What are good books about nazi concentration camps written by actual holocaust survivors?
that shitty one dfw always plugged in order to please his jewish publishing house masters
>>7644644
No one survived the Holocaust
I had to read some of Nightmare Memoir in American history and that was pretty decent. Its from the perspective of a French (?) POW, I really liked the part where he described the march to the camp itself, I had never read about that.
The Beautiful Days of My Youth, By Ana Novac
Primo Levi's books
Can't remember more at the moment.
>>7644644
Primo Levi, If this is a man
shielding the flame
it's an interview with a holocaust survivor Marek Edelman from Poland
>>7644666
This. It's a very foccused and rational description of life in the camp. If you want something more novely/emotional, this is not it.
>>7644644
A very dreamy telling of the experience would be Night by Elie Wiesel.
How can you survive an imaginary shoah?
>>7645374
'Dreamy' is a polite way of saying fabricated
>>7644644
It really depends which area you want to cover.

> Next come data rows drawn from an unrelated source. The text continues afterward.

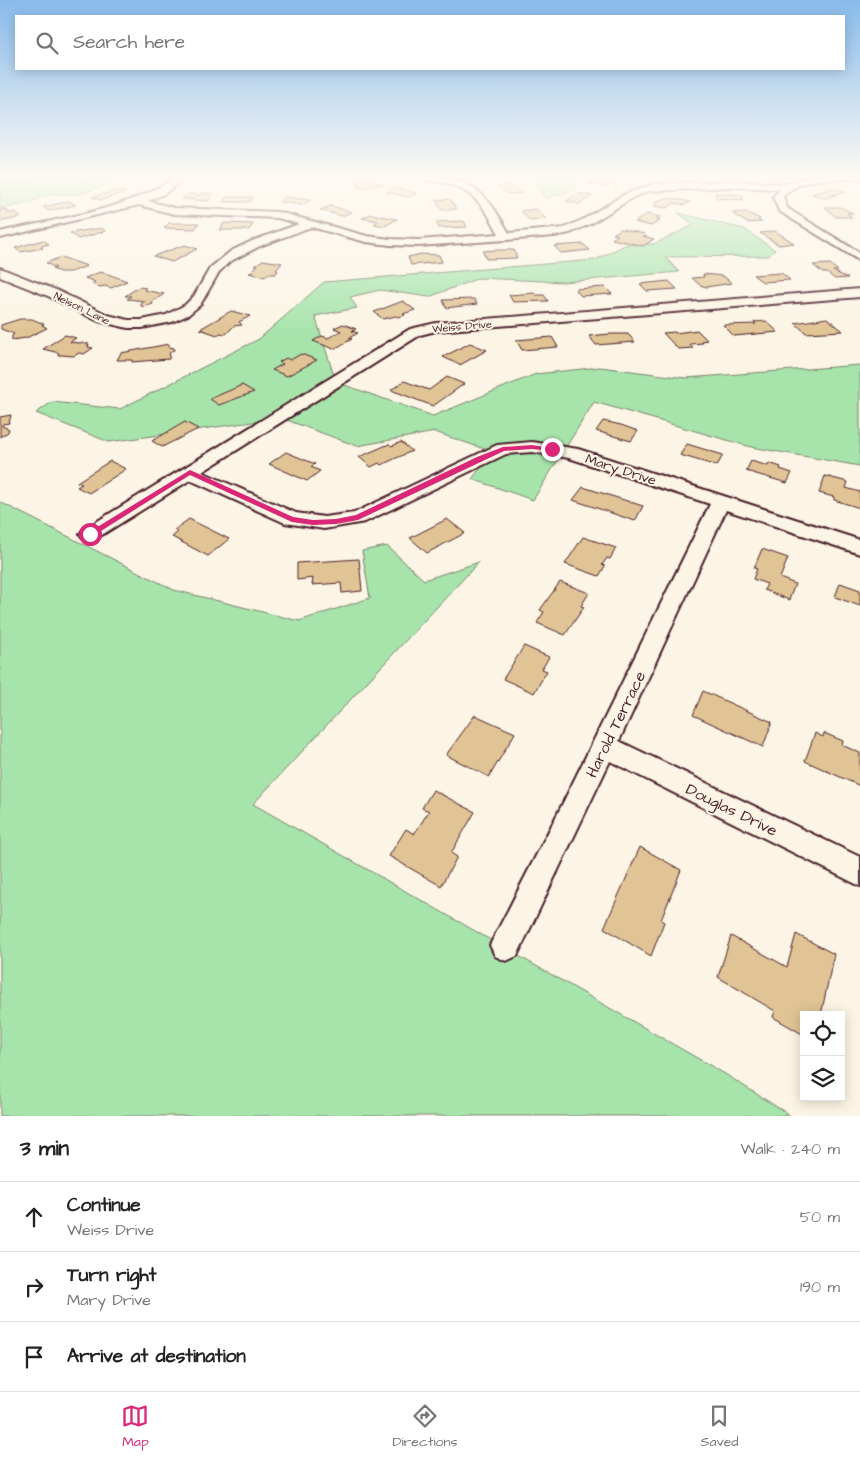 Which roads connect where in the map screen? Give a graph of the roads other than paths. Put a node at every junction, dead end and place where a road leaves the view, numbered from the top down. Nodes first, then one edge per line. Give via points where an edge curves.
1 (28, 228) edge
2 (299, 228) edge
3 (330, 228) edge
4 (501, 228) edge
5 (577, 228) edge
6 (813, 228) edge
7 (0, 235) edge
8 (506, 236) junction
9 (860, 258) edge
10 (0, 272) edge
11 (860, 293) edge
12 (190, 473) junction
13 (721, 501) junction
14 (90, 534) dead end
15 (860, 547) edge
16 (604, 746) junction
17 (860, 872) edge
18 (506, 945) dead end

1 - 7 street
2 - 10 street, Nelson Lane via 225,259 189,309 149,324 110,322
3 - 8 street via 390,242
4 - 8 street
5 - 8 street
6 - 9 street
11 - 12 street, Weiss Drive via 422,330 399,341
12 - 13 street, Mary Drive via 292,519 336,522 358,518 479,458 503,449 532,447 572,453
12 - 14 street, Weiss Drive
13 - 15 street, Mary Drive
13 - 16 street, Harold Terrace
16 - 17 street, Douglas Drive
16 - 18 street, Harold Terrace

Especially since the 1970's hundreds of memoirs have been written so you have memoirs of simple workers to people working in kitchens or tooth extraction centres (each with its own respective historical value of course).
If you've never read anything then Primo Levi's 'if this is a man' is a good start by any means. Two other good books are 'Eyewitness Auschwitz' by Filip Müller and 'Auschwitz: A doctor's eyewitness account' by Miklos Nyiszli.
I always advise people to read 'around'
Auschwitz because it's not the only camp that deserves reading about. Two fascinating books about survivors from Sobibor and Treblinka respectively are 'From the Ashes of Sobibor ' by Thomas Blatt and 'Treblinka' by Chil Rajchman.
On a closing note: Don't listen to bullshit like this >>7645374.